Small-business owners’ concerns about government policies that affect their businesses have intensified after the deep recession and a recovery that doesn’t feel much better.
Karen Kerrigan serves the Small Business & Entrepreneurship Council as president and Raymond Keating is the group’s chief economist. The SBEC, an 18-year-old group with 100,000 members, takes a stand similar to other groups: Small businesses are struggling because they have to contend with too many taxes and regulations. And taxes and regulations are words that are coming up a lot in presidential campaign speeches, videos and commercials.
Both are worried about what they are hearing from small manufacturers and are unhappy about regulations that some agencies are creating that are bad for small business. Still, they can identify pockets of the country that are experiencing some improvement and can name government agencies that are doing a good job helping small businesses win contracts.
Kerrigan, whose background includes work at nonprofit groups, founded the SBEC in 1994 out of the remnants of a group called the Small Business Tax Action Committee. Five years ago, the group took on its current name.
Keating came to the SBEC a year after its founding. He had worked as an analyst for the investment firm Kidder, Peabody in the 1980s and then headed a nonprofit group, New York Citizens for a Sound Economy.
Both spoke to the Associated Press recently about issues facing small businesses, and the upcoming elections. Here are excerpts from the conversation, edited for clarity and brevity:
Q: Is small business a bigger issue in this election than in past elections?
Kerrigan: I do think it’s a key issue, a top issue and small business is getting more attention and is the focus from both campaigns. And I think primarily this is because of economic conditions and the weak economy over the past four years – and this growing understanding within the public and certainly elected officials and those running for office that we do need robust job creation in the small-business sector if we’re going to get back to strong levels of hiring and robust levels of economic growth. Over the last four years I think both parties have been hitting on this. There’s been certainly a lot of legislation and policies directed toward this sector on the Republican side, certainly a lot of legislation that the House passed over the year or so. And then in the White House the president has had his startup initiative. The JOBS (Jumpstart Our Business Startups) Act was a huge piece of legislation that both parties agreed to and it passed with wide bipartisan support. … The other issue is the type of policies that were pushed at the beginning of the Obama administration, and I think specifically as it relates to the health care law. A lot of small businesses to this day are very much opposed to the health care law and it continues to get a lot of publicity in terms of its costs, its unintended consequences and whether it’s really going to lower the cost for business owners and their employees. …
Recently, obviously, the president’s comments about “you didn’t build that,” that again has put small business front and center. A lot of business owners get offended by that, even though the president said, well, gee, that was taken out of context. Again, I think it just heightens small business and the role that small business plays in this economy to even greater levels.

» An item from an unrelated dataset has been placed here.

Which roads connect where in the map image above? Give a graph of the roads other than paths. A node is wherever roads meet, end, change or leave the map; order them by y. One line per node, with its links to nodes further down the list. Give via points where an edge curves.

Keating: The key here is the fact that the economy has done so poorly for over four and a half years. That’s going to bring even greater focus in a political campaign on small business because I think most people understand that small businesses are the engines of economic growth of job creation and innovation. Small businesses are always mentioned in campaigns and always favorably, no matter which side of the political aisle you’re looking at. But just the reality of the current economic situation amplifies this tremendously. And you can tell when you listen to both sides out on the campaign trail, you can see that small businesses just keep getting mentioned. … The intensity level is much higher than in the past.

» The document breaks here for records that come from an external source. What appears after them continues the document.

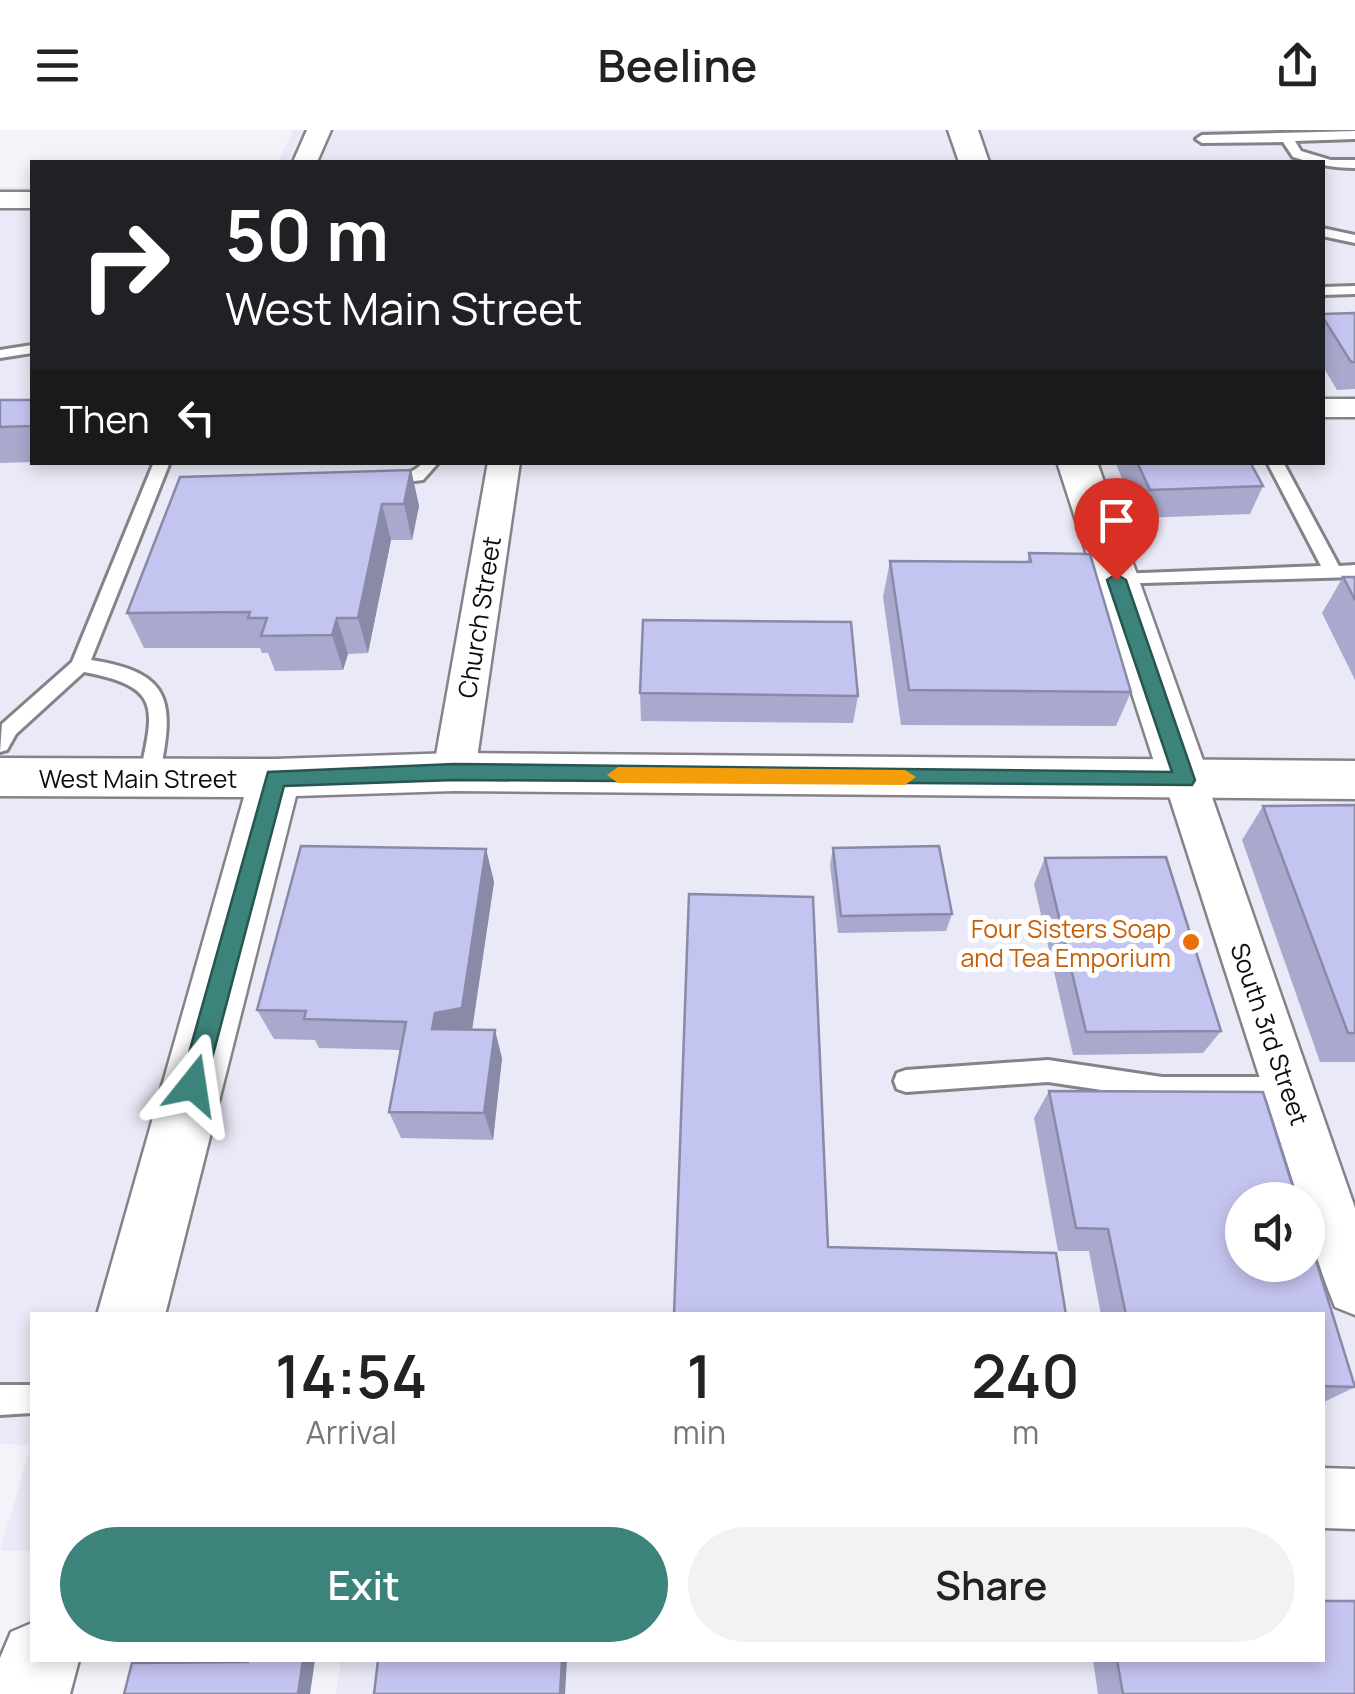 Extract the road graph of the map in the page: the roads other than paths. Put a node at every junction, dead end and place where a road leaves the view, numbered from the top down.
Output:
1 (319, 130) edge
2 (963, 130) edge
3 (1355, 135) edge
4 (1287, 138) junction
5 (1202, 139) dead end
6 (305, 160) edge
7 (973, 160) edge
8 (1317, 160) edge
9 (1325, 162) edge
10 (1355, 164) edge
11 (0, 200) edge
12 (30, 200) edge
13 (1325, 233) edge
14 (1355, 239) edge
15 (1355, 290) edge
16 (1325, 291) edge
17 (30, 349) edge
18 (0, 354) edge
19 (162, 465) edge
20 (429, 465) edge
21 (504, 465) edge
22 (1078, 465) edge
23 (1278, 465) edge
24 (358, 480) edge
25 (1355, 571) edge
26 (1333, 572) junction
27 (1116, 580) junction
28 (80, 665) junction
29 (0, 744) edge
30 (454, 772) junction
31 (0, 778) edge
32 (149, 778) junction
33 (275, 778) junction
34 (1185, 780) junction
35 (1355, 780) edge
36 (906, 1081) dead end
37 (1288, 1088) junction
38 (1346, 1236) edge
39 (1355, 1288) edge
40 (132, 1312) edge
41 (0, 1400) edge
42 (30, 1400) edge
43 (1325, 1498) edge
44 (1355, 1498) edge
45 (38, 1662) edge
46 (30, 1694) edge

1 - 6 street
2 - 7 main road
3 - 4 lane
4 - 5 lane
4 - 8 lane
9 - 10 lane
11 - 12 street
13 - 14 lane
15 - 16 lane
17 - 18 lane
19 - 28 lane
20 - 24 lane
21 - 30 street, Church Street
22 - 27 main road
23 - 26 lane
25 - 26 lane
26 - 27 lane
27 - 34 main road
28 - 29 lane
28 - 32 lane
30 - 33 main road, West Main Street
30 - 34 main road, West Main Street
31 - 32 main road, West Main Street
32 - 33 main road, West Main Street
33 - 40 main road
34 - 35 main road, West Main Street
34 - 37 street, South 3rd Street
36 - 37 lane
37 - 38 street, South 3rd Street
38 - 39 street, South 3rd Street
41 - 42 lane
43 - 44 street
45 - 46 main road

Q: What are the biggest issues in this campaign for your members?
Kerrigan: They’re very concerned about the economic outlook and the financial stability of their firms and their competitiveness moving forward. That’s not at all being helped in terms of government policies. …They’re concerned about the expiring tax measures and what’s going to happen with the tax code. …We’ve talked about uncertainty so much. Now I think intensity is the new word. The intensity of their concerns has definitely picked up not only now because of this looming (tax) deadline and the threat that poses from an economic perspective on their firms.

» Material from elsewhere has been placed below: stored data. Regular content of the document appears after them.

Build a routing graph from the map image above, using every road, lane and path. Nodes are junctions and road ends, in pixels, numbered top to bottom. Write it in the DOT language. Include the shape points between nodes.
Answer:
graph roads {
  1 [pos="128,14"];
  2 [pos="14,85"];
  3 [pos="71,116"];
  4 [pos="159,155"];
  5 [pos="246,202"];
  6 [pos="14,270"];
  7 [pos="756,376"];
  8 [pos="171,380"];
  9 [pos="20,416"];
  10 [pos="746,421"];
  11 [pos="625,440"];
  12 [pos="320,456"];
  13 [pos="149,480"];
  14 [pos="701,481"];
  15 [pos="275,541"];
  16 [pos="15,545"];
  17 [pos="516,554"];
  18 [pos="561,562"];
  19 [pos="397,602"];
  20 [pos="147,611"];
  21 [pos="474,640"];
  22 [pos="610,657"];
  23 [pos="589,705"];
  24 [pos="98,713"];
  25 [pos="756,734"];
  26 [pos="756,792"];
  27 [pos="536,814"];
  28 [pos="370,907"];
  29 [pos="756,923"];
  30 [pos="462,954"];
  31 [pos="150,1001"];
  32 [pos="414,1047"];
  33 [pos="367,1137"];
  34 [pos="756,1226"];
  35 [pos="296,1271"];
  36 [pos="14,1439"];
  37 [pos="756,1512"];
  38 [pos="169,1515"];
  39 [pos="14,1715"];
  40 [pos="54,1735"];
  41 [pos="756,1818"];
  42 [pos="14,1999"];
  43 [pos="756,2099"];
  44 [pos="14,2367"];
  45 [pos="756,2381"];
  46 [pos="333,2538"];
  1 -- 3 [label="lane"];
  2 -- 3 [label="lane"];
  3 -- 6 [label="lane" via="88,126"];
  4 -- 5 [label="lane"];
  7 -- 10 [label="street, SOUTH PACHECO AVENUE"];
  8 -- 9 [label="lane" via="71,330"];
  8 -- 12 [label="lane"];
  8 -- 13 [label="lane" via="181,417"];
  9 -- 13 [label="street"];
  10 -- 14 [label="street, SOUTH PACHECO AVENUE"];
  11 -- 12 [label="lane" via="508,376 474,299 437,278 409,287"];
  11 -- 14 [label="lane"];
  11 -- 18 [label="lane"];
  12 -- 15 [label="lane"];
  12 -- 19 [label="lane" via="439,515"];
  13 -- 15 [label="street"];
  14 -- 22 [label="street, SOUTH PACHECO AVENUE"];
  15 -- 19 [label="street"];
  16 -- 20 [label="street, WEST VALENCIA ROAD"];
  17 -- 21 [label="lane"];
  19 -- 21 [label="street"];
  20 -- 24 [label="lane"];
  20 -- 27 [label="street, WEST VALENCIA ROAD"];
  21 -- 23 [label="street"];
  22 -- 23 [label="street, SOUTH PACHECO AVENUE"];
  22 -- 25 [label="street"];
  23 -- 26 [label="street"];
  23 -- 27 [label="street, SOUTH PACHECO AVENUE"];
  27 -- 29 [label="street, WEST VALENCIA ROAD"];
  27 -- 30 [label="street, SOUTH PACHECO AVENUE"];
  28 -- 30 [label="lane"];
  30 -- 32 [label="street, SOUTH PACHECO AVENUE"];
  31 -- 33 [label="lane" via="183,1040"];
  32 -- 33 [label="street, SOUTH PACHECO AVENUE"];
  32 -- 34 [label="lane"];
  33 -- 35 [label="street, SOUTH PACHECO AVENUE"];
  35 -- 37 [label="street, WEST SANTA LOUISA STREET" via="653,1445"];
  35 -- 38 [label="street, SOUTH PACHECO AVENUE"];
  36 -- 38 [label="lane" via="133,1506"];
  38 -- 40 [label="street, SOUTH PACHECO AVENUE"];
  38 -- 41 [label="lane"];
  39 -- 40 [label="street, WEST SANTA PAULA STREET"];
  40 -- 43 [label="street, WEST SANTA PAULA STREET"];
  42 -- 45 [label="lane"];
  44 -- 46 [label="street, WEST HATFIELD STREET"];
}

Keating: Across the board, uncertainty is still a word that needs to be used. When you look on the policy front, there’s a great deal of questions in general. The health care law. There’s a whole host of questions on the tax cliff, and what might happen there, with the Congressional Budget Office making clear that if current tax law stands, you’re going to see us back into recession in the first half of 2013. So that just adds to the uncertainties, the doubts of small business. If you factor in the presidential election, no matter which side you happen to be on, who knows how that’s going to turn out. I think the only thing that people are sure of is that it’s going to be a late night.